## [To do]
Beneath this task is a listing. Count its lines that contain "graph" and answer with the number only.

## [Material provided]
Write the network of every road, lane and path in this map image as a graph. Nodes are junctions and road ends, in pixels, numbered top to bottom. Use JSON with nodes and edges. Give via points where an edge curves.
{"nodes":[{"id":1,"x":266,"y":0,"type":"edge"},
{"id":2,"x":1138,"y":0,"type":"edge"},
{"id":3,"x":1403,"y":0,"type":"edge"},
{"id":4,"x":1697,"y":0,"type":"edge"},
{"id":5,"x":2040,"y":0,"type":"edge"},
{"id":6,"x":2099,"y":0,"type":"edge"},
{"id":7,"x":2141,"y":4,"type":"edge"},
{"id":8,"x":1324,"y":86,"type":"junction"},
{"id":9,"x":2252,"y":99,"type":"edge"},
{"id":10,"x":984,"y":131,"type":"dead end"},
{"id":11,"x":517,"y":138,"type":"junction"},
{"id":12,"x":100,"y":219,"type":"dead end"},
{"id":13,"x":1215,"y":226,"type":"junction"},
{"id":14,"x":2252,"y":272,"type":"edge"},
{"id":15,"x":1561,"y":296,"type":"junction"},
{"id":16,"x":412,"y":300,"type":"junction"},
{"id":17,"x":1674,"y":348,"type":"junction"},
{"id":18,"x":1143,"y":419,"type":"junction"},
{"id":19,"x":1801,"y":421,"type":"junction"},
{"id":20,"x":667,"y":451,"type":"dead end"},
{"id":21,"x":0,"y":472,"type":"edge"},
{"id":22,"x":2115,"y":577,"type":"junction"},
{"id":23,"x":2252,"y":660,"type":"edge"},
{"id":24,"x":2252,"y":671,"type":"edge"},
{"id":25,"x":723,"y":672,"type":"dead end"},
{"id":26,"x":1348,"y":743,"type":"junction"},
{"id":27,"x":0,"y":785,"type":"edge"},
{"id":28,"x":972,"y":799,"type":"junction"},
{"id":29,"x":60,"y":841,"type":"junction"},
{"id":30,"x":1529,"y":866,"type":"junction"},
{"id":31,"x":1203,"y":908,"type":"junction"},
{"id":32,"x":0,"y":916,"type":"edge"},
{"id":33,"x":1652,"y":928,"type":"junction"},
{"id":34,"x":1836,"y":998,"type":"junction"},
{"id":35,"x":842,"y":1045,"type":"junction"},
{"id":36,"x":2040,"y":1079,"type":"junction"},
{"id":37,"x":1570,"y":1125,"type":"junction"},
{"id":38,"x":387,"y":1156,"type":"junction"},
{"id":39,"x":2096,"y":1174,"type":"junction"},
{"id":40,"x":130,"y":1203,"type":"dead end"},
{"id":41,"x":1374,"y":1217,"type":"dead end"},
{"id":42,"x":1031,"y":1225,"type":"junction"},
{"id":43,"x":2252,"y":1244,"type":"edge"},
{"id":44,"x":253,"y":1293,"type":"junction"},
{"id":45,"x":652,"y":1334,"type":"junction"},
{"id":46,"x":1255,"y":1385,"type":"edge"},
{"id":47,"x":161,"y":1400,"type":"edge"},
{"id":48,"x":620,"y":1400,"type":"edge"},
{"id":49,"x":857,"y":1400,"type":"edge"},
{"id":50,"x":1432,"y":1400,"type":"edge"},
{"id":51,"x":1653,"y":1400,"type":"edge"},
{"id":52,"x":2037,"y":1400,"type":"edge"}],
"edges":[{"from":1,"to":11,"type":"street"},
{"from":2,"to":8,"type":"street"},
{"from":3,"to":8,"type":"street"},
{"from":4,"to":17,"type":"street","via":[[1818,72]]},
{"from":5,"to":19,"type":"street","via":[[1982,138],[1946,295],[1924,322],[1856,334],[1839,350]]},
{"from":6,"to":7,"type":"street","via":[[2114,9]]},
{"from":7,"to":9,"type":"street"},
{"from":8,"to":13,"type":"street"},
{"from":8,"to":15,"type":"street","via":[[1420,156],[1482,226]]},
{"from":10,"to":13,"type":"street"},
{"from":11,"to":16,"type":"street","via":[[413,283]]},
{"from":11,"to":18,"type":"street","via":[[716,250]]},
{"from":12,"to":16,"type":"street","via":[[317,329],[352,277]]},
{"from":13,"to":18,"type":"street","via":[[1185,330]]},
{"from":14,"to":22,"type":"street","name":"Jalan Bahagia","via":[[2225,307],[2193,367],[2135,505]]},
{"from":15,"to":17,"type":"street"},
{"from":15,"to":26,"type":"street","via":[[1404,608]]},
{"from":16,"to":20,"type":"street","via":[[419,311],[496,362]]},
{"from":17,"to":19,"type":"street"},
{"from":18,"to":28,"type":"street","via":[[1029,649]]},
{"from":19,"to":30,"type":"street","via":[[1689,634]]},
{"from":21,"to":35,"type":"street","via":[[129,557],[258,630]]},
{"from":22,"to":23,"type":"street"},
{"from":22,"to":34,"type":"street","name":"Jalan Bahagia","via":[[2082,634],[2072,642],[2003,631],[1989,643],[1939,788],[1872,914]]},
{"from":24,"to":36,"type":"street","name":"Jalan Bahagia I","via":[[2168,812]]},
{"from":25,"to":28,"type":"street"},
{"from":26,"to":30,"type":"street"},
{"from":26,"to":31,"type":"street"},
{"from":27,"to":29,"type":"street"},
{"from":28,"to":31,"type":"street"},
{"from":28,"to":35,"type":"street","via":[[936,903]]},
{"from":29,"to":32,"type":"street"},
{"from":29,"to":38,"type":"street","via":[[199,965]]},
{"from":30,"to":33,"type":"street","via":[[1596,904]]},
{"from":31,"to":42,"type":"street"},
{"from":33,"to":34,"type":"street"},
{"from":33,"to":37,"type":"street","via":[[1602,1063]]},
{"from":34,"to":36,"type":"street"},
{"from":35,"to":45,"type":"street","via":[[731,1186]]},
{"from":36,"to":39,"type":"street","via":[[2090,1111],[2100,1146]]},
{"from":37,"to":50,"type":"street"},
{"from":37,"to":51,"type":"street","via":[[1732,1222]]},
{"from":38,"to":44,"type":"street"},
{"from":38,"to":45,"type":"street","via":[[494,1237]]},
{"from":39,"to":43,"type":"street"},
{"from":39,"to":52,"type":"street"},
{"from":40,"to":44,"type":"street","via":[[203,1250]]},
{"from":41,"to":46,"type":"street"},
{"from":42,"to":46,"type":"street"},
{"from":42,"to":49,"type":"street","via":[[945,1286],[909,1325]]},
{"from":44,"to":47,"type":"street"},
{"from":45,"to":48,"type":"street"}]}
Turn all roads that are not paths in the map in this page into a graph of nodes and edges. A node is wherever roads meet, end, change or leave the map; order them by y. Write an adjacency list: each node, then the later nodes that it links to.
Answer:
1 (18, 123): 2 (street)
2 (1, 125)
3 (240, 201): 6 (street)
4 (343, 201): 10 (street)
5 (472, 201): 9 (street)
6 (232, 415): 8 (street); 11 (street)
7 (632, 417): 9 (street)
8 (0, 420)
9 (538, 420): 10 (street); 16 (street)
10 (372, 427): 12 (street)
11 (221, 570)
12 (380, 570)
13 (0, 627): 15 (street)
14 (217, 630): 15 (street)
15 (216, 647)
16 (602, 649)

## [Final answer]
2